Where the string "every" shows up in a line of the records, copy that line.

◆ ◆ ◆

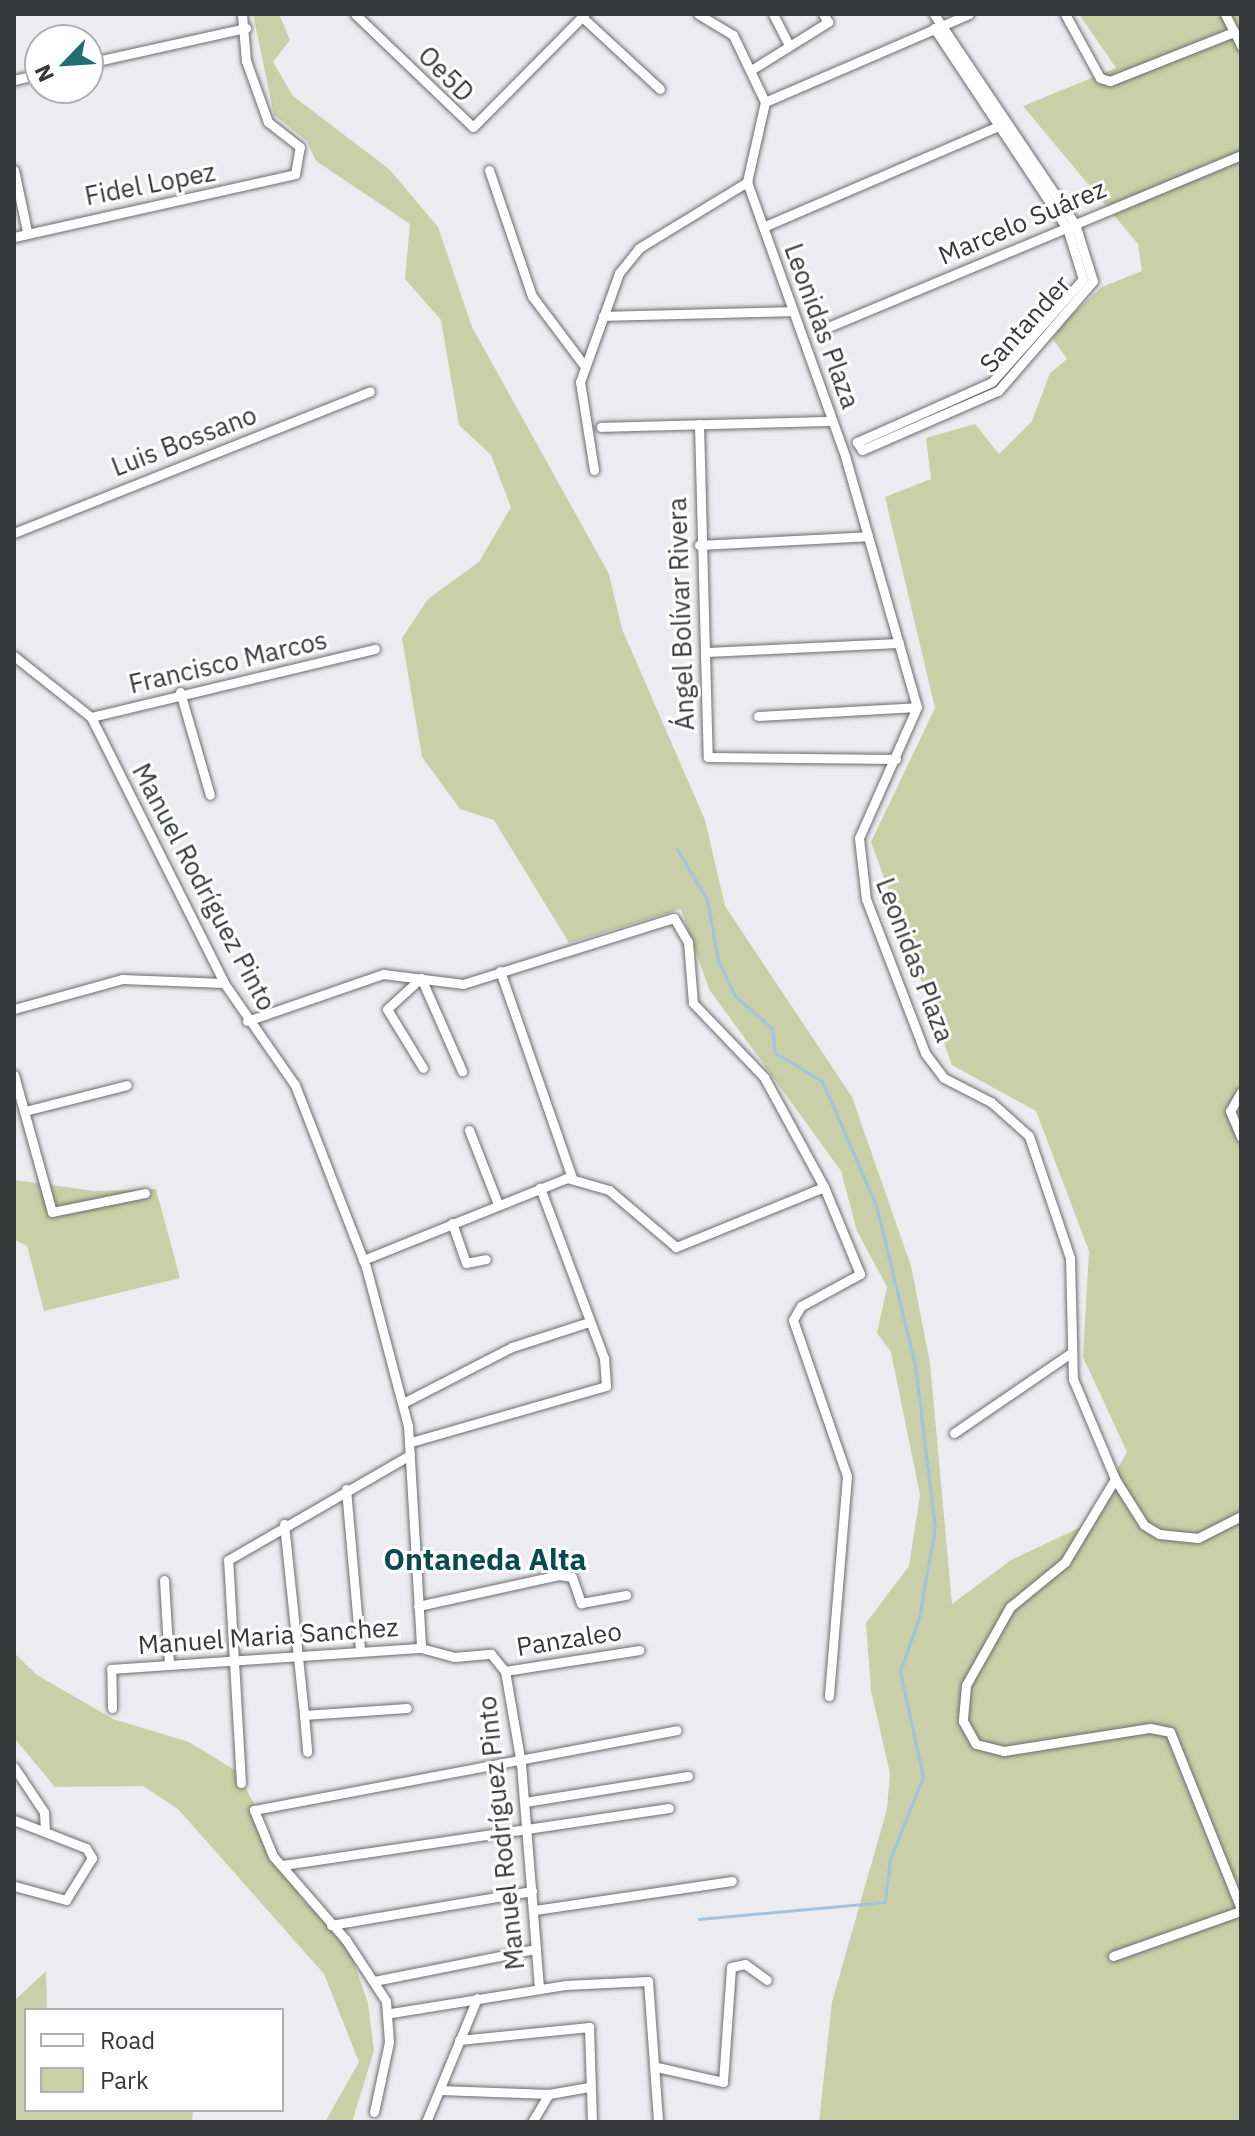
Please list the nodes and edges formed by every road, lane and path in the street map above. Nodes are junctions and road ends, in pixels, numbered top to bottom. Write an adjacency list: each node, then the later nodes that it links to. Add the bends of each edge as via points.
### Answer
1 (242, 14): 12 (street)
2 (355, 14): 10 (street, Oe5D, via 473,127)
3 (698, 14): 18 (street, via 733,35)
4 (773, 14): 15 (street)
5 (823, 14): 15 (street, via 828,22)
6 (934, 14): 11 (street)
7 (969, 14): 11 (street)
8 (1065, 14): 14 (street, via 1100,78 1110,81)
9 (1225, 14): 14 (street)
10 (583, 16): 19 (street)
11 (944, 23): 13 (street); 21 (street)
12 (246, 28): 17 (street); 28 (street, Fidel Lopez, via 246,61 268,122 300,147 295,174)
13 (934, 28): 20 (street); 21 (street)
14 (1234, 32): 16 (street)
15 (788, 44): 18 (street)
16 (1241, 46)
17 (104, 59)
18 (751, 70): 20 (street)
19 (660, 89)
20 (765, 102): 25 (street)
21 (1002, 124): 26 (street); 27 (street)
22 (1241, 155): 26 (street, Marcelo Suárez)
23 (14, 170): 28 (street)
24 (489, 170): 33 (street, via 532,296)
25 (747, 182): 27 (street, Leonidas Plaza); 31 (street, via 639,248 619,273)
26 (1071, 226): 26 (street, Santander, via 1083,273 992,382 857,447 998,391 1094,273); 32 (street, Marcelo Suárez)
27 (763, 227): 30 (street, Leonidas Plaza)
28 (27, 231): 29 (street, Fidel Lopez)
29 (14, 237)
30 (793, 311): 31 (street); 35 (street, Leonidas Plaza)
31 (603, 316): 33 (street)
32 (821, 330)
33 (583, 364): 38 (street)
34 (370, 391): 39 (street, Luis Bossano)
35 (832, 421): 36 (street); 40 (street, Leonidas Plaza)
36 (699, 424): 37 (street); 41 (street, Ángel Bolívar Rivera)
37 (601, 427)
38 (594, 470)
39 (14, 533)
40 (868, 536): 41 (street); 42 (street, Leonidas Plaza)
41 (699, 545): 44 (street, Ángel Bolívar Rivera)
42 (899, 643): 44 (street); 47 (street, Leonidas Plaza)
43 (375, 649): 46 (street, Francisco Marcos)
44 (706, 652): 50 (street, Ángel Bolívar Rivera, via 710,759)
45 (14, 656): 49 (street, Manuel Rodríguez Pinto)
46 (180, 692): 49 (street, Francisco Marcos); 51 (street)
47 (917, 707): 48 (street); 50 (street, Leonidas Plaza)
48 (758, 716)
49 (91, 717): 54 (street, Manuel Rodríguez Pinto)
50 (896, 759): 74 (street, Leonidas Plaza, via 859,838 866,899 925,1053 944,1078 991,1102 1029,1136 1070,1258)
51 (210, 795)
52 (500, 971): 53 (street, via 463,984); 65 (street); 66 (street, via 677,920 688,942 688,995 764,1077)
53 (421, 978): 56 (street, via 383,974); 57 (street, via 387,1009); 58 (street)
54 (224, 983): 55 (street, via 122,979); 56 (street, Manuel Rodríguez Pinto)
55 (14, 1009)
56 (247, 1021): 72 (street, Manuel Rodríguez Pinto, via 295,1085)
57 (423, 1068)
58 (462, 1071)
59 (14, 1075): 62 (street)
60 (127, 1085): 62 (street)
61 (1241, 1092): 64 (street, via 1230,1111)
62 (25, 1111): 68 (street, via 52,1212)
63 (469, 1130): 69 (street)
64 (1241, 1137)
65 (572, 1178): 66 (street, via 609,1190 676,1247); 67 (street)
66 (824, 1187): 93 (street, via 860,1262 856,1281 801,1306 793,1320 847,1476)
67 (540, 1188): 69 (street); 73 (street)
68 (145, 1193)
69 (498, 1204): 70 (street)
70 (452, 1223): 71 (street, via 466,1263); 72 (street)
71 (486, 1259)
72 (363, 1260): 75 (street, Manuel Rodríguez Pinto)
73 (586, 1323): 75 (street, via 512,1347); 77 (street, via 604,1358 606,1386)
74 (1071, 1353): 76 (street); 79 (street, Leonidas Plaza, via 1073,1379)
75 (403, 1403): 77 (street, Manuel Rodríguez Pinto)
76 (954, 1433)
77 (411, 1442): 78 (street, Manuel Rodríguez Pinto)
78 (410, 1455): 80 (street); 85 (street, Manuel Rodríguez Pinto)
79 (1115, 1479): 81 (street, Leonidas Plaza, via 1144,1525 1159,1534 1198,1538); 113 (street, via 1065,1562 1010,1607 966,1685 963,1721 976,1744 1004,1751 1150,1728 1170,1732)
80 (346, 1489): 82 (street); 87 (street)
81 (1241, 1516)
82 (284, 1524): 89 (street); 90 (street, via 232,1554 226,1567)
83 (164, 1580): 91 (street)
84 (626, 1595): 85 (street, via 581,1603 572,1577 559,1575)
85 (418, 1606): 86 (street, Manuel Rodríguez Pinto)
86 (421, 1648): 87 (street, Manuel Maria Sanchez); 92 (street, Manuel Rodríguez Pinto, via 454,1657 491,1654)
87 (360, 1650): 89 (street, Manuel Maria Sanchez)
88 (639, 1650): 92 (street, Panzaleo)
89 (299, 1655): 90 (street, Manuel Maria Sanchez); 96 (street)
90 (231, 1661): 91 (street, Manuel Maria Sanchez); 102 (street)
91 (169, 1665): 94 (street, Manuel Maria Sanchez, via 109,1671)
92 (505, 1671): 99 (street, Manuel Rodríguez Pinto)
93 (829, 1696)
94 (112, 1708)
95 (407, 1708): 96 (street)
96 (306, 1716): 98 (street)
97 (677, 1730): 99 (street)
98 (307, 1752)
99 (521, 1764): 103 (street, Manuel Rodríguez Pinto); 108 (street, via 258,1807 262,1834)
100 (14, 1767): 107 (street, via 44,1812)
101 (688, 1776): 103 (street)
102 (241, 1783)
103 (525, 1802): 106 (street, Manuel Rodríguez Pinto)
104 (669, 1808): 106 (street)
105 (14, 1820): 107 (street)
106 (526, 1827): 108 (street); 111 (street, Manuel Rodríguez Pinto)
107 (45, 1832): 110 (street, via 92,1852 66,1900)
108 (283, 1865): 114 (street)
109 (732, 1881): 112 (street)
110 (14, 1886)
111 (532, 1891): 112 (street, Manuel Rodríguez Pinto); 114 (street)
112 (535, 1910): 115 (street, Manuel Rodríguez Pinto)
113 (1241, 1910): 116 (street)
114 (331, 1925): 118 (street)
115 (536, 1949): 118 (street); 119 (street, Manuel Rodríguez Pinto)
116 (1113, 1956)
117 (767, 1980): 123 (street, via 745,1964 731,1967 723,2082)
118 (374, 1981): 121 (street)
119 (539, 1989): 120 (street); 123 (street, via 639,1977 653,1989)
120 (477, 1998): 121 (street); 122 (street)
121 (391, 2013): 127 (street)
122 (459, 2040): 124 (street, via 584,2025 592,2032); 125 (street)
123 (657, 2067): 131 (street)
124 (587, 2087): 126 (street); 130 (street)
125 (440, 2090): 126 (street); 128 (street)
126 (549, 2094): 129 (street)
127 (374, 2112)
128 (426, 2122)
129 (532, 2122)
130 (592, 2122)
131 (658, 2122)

◆ ◆ ◆

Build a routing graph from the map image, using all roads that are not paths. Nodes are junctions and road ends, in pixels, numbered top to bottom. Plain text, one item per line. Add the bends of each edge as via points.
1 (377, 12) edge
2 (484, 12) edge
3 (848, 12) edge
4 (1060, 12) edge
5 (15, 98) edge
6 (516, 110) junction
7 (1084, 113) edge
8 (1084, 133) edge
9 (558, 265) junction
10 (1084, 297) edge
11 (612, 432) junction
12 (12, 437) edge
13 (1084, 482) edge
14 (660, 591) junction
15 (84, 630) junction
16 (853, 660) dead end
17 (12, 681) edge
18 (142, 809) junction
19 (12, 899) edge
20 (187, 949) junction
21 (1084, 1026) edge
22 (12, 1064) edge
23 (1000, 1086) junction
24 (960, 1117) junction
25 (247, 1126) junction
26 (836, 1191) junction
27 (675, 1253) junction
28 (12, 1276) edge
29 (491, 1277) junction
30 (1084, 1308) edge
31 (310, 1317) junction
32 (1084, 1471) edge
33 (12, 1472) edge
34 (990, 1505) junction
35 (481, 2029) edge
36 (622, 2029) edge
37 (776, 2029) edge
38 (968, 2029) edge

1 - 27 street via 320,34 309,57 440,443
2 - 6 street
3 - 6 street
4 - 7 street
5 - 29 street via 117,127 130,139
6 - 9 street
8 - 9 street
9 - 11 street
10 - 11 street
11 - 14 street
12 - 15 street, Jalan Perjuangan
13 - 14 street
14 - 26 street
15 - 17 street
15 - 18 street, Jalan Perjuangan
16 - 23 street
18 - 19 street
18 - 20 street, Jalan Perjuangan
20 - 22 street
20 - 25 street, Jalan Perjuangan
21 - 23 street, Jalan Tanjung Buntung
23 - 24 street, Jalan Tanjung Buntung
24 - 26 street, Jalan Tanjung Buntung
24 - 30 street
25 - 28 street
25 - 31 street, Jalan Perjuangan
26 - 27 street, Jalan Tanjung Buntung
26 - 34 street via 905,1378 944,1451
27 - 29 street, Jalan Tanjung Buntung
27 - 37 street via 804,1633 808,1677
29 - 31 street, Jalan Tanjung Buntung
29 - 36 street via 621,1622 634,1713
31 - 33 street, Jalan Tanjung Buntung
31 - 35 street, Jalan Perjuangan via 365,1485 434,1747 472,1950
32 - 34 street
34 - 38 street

◆ ◆ ◆

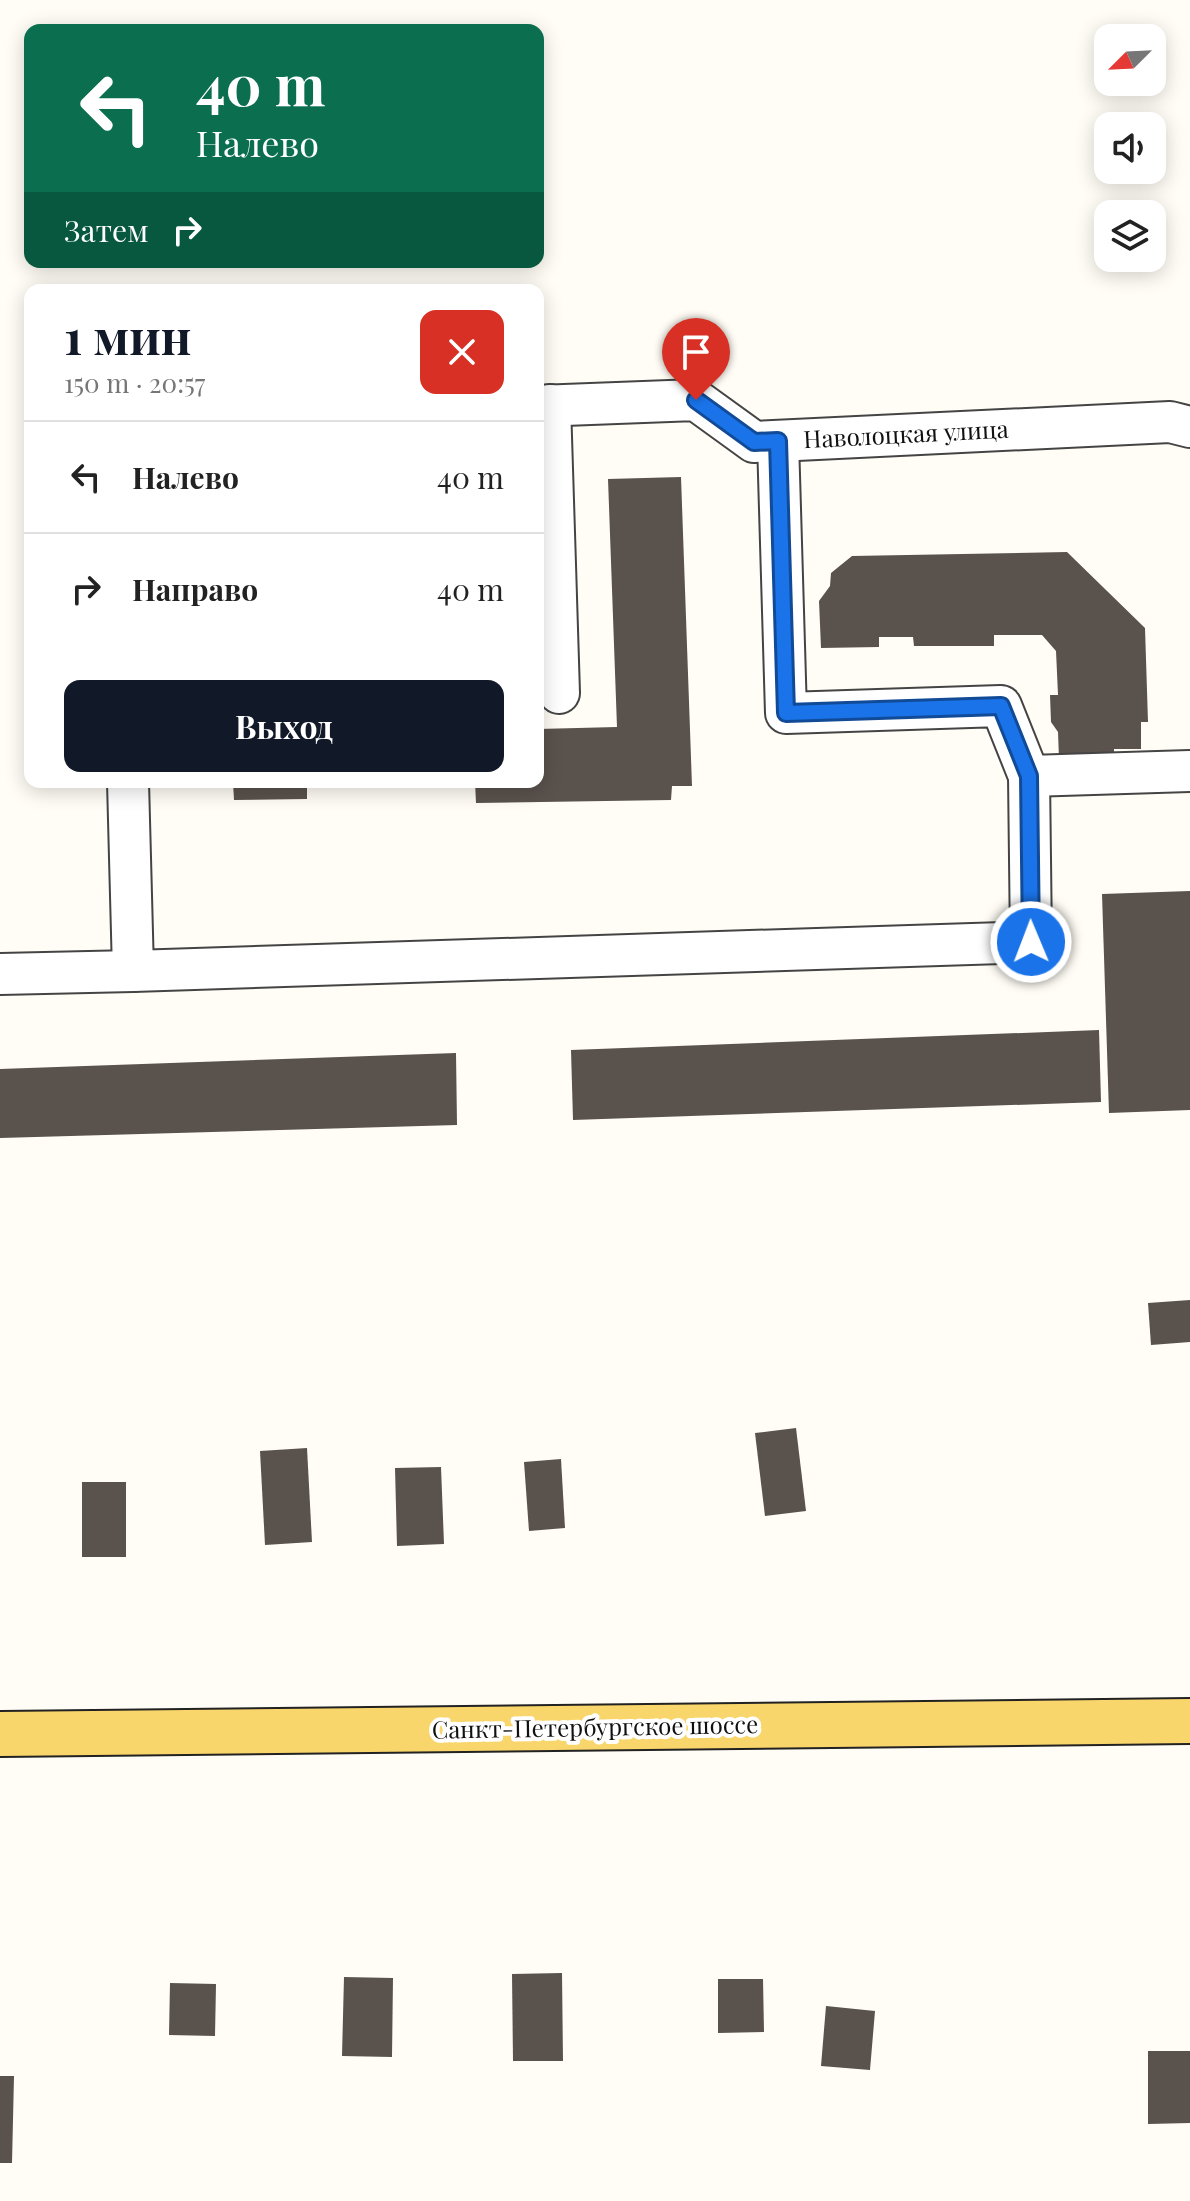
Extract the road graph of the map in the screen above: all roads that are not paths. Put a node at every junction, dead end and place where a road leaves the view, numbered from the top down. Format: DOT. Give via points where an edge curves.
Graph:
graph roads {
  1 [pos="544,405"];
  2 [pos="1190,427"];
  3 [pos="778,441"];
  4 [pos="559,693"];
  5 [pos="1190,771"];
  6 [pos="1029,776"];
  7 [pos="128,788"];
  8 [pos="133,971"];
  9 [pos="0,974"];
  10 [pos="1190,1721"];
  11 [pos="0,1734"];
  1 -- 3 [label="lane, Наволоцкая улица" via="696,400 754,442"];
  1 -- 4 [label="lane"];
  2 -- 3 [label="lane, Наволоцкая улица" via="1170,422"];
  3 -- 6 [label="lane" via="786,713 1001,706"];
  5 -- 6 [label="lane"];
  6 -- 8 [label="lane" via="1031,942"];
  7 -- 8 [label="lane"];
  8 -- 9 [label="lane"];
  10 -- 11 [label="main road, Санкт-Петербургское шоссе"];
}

◆ ◆ ◆

▶ TASK RESULT
Please list the nodes and edges formed by every road, lane and path in the street map above. Nodes are junctions and road ends, in pixels, numbered top to bottom. Write an adjacency list: each node, then the later nodes that it links to. Add the bends of each edge as via points.
Extract the road graph of the map in the screen above: all roads that are not paths. Put a node at every junction, dead end and place where a road leaves the view, numbered from the top down. Format: DOT. Give via points where an edge curves.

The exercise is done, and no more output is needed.